Post-install system configurations

Parent article

After installing Lumada Data Catalog, you must perform the following system configuration changes:

  • Updating HiveServer2 with LDC JARs
  • Installing JDBC drivers
  • Configure CDH
  • Configuring HDP 3.1
  • Configure LDC ports
  • Customize the session timeout
  • Set the Spark log location
  • Setting logging properties
  • Set a temporary file location for the web server

Updating Hive Server with LDC JARs

Updating Hive Server with LDC JARs depends on your Hadoop distribution. Data Catalog supports the creation of HIVE tables for any resource in HDFS by using third party and custom functions contained in JAR files. These JAR files must be recognized by the HiveServer2 so the applications reading these tables can use the same JARs.

You need to update the following two files:

  • Hive SerDe JAR (hive-serde-1.2.2.jar)
  • Data Catalog Hive format JAR (ldc-hive-formats-6.1.1.jar)

These JARs are shipped with the Data Catalog installation package and are located in the <Agent Location>/ext path.

How you place these JAR files depends on the following Hadoop distributions:

  • For CDH and EMR, copy the JAR files to the Hive Server2 hive/auxlib directory.
  • For HDP, copy the JAR files to the hive/li directory.

After you have copied these files to the correct directory, you must configure them.
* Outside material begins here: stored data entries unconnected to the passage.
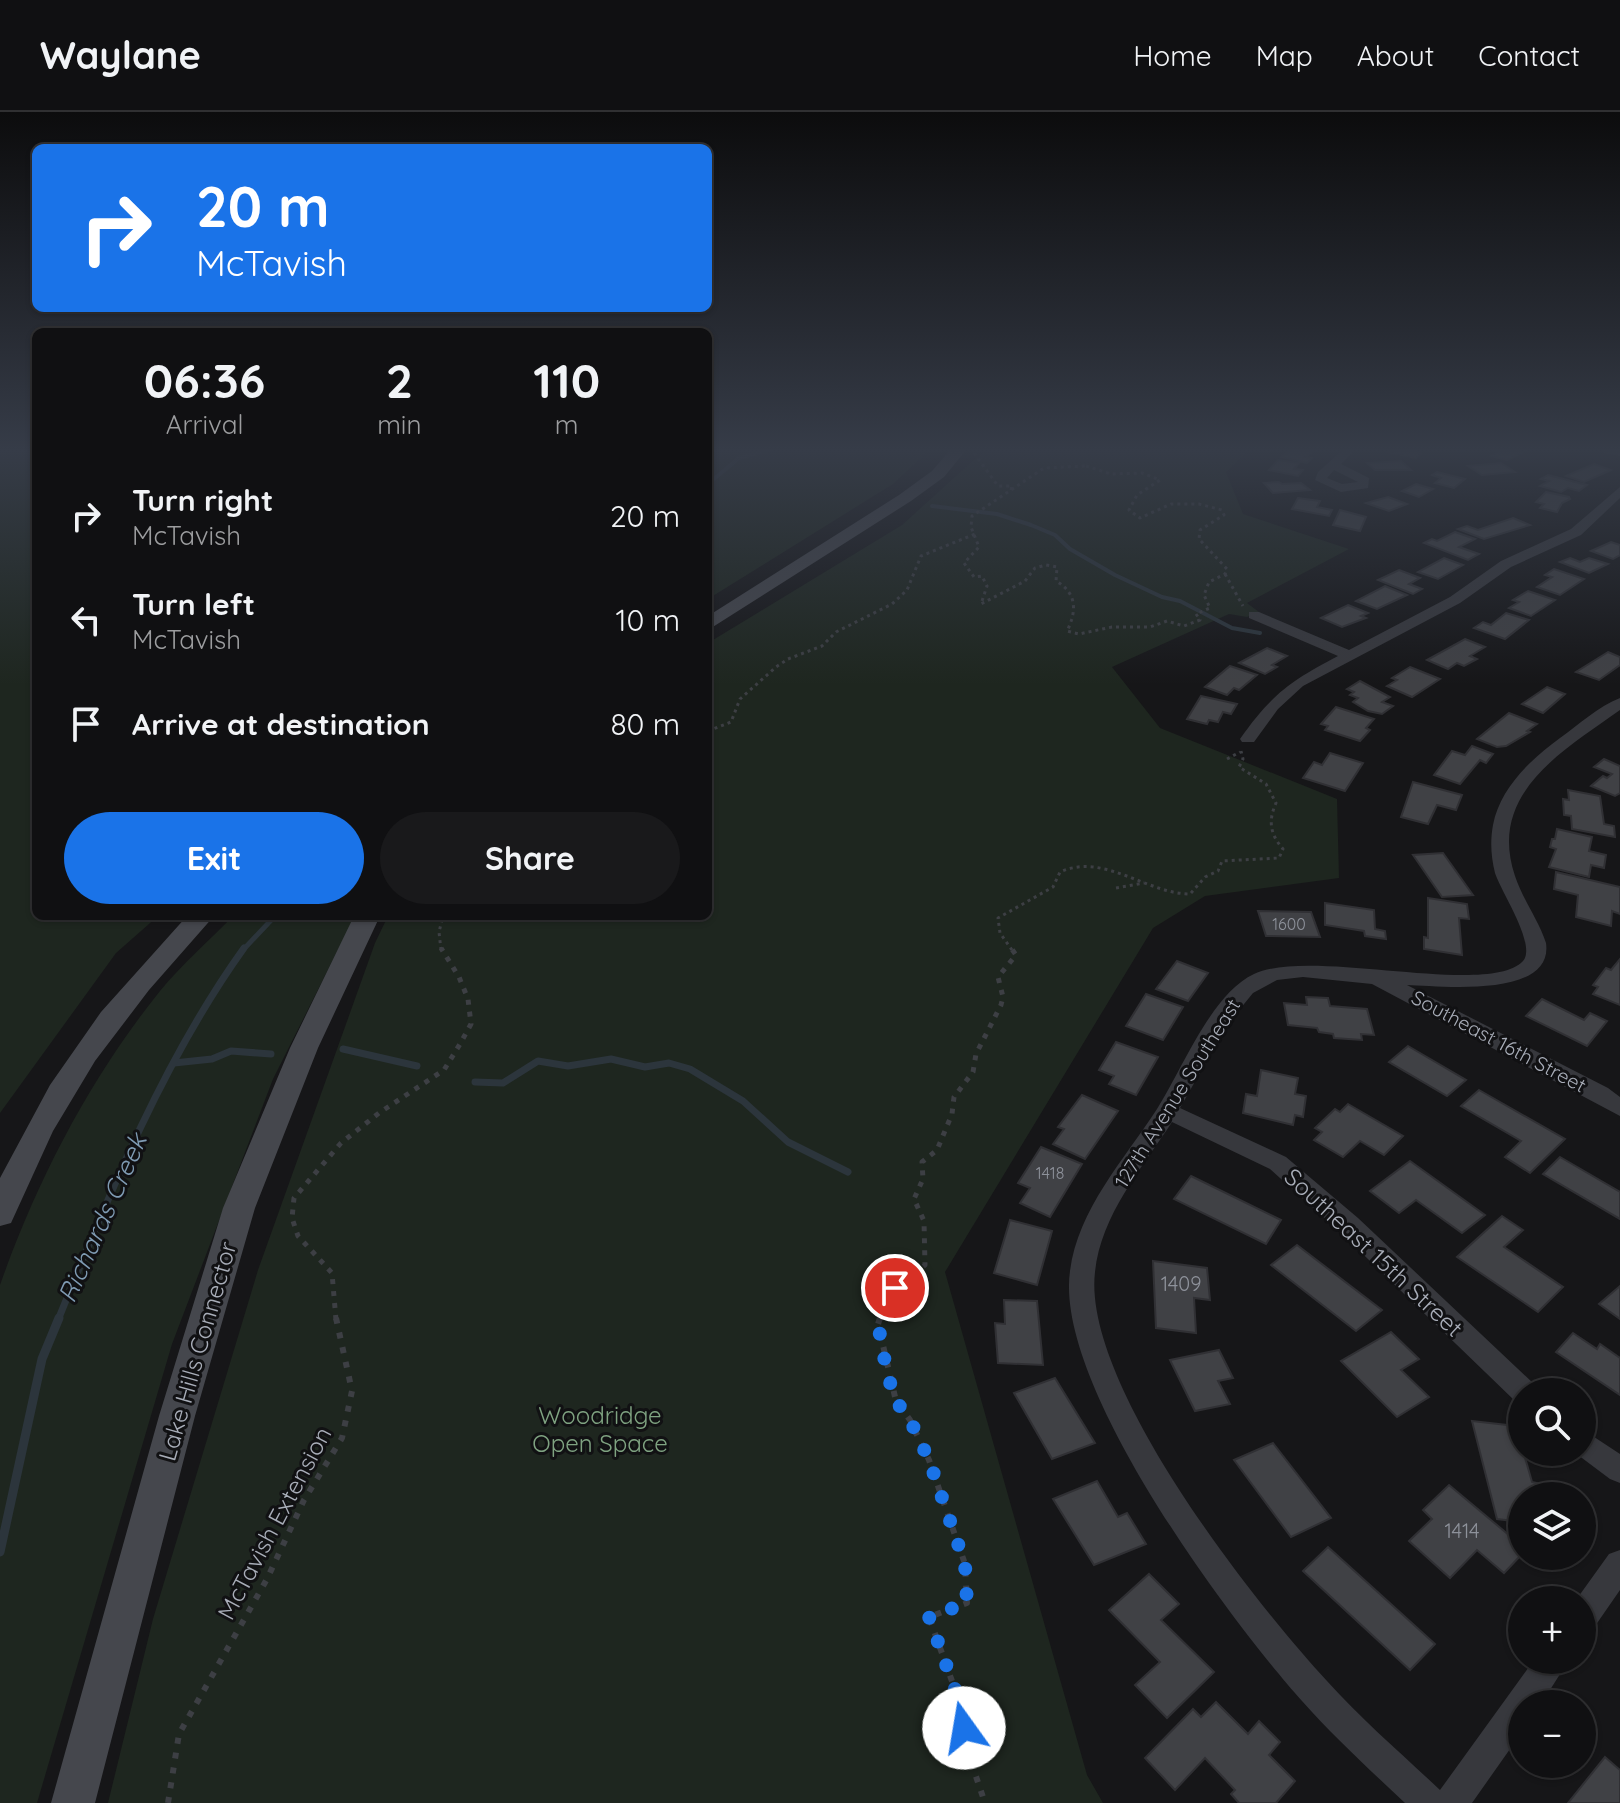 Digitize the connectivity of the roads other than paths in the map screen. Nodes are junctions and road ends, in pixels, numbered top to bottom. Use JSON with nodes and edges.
{"nodes":[{"id":1,"x":858,"y":528,"type":"edge"},
{"id":2,"x":1580,"y":528,"type":"edge"},
{"id":3,"x":1254,"y":615,"type":"road end"},
{"id":4,"x":712,"y":620,"type":"edge"},
{"id":5,"x":1348,"y":655,"type":"junction"},
{"id":6,"x":1620,"y":703,"type":"edge"},
{"id":7,"x":1244,"y":745,"type":"road end"},
{"id":8,"x":197,"y":920,"type":"edge"},
{"id":9,"x":365,"y":920,"type":"edge"},
{"id":10,"x":1376,"y":978,"type":"junction"},
{"id":11,"x":1620,"y":1108,"type":"edge"},
{"id":12,"x":1167,"y":1111,"type":"junction"},
{"id":13,"x":0,"y":1214,"type":"edge"},
{"id":14,"x":1509,"y":1378,"type":"edge"},
{"id":15,"x":1596,"y":1452,"type":"edge"},
{"id":16,"x":1620,"y":1470,"type":"edge"},
{"id":17,"x":1620,"y":1564,"type":"edge"},
{"id":18,"x":1596,"y":1598,"type":"edge"},
{"id":19,"x":1543,"y":1674,"type":"edge"},
{"id":20,"x":73,"y":1803,"type":"edge"},
{"id":21,"x":1429,"y":1803,"type":"edge"},
{"id":22,"x":1452,"y":1803,"type":"edge"}],
"edges":[{"from":1,"to":4,"type":"main road"},
{"from":2,"to":5,"type":"street"},
{"from":3,"to":5,"type":"street"},
{"from":5,"to":7,"type":"street"},
{"from":6,"to":10,"type":"street","name":"127th Avenue Southeast"},
{"from":8,"to":13,"type":"main road"},
{"from":9,"to":20,"type":"main road","name":"Lake Hills Connector"},
{"from":10,"to":11,"type":"street","name":"Southeast 16th Street"},
{"from":10,"to":12,"type":"street","name":"127th Avenue Southeast"},
{"from":12,"to":14,"type":"street","name":"Southeast 15th Street"},
{"from":12,"to":21,"type":"street","name":"127th Avenue Southeast"},
{"from":15,"to":16,"type":"street"},
{"from":17,"to":18,"type":"street"},
{"from":19,"to":22,"type":"street"}]}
Configure HiveServer2 for LDC

If you are using HiveServer2, you must configure it for Data Catalog because all users must have access to the same custom jars when creating and accessing the generated Hive views. Data Catalog requires a designated location on the HDFS/S3 system, which is accessible by the Data Catalog service user and the custom jars have read and write access for all users. As a best practice, review your cluster configuration to determine the best method.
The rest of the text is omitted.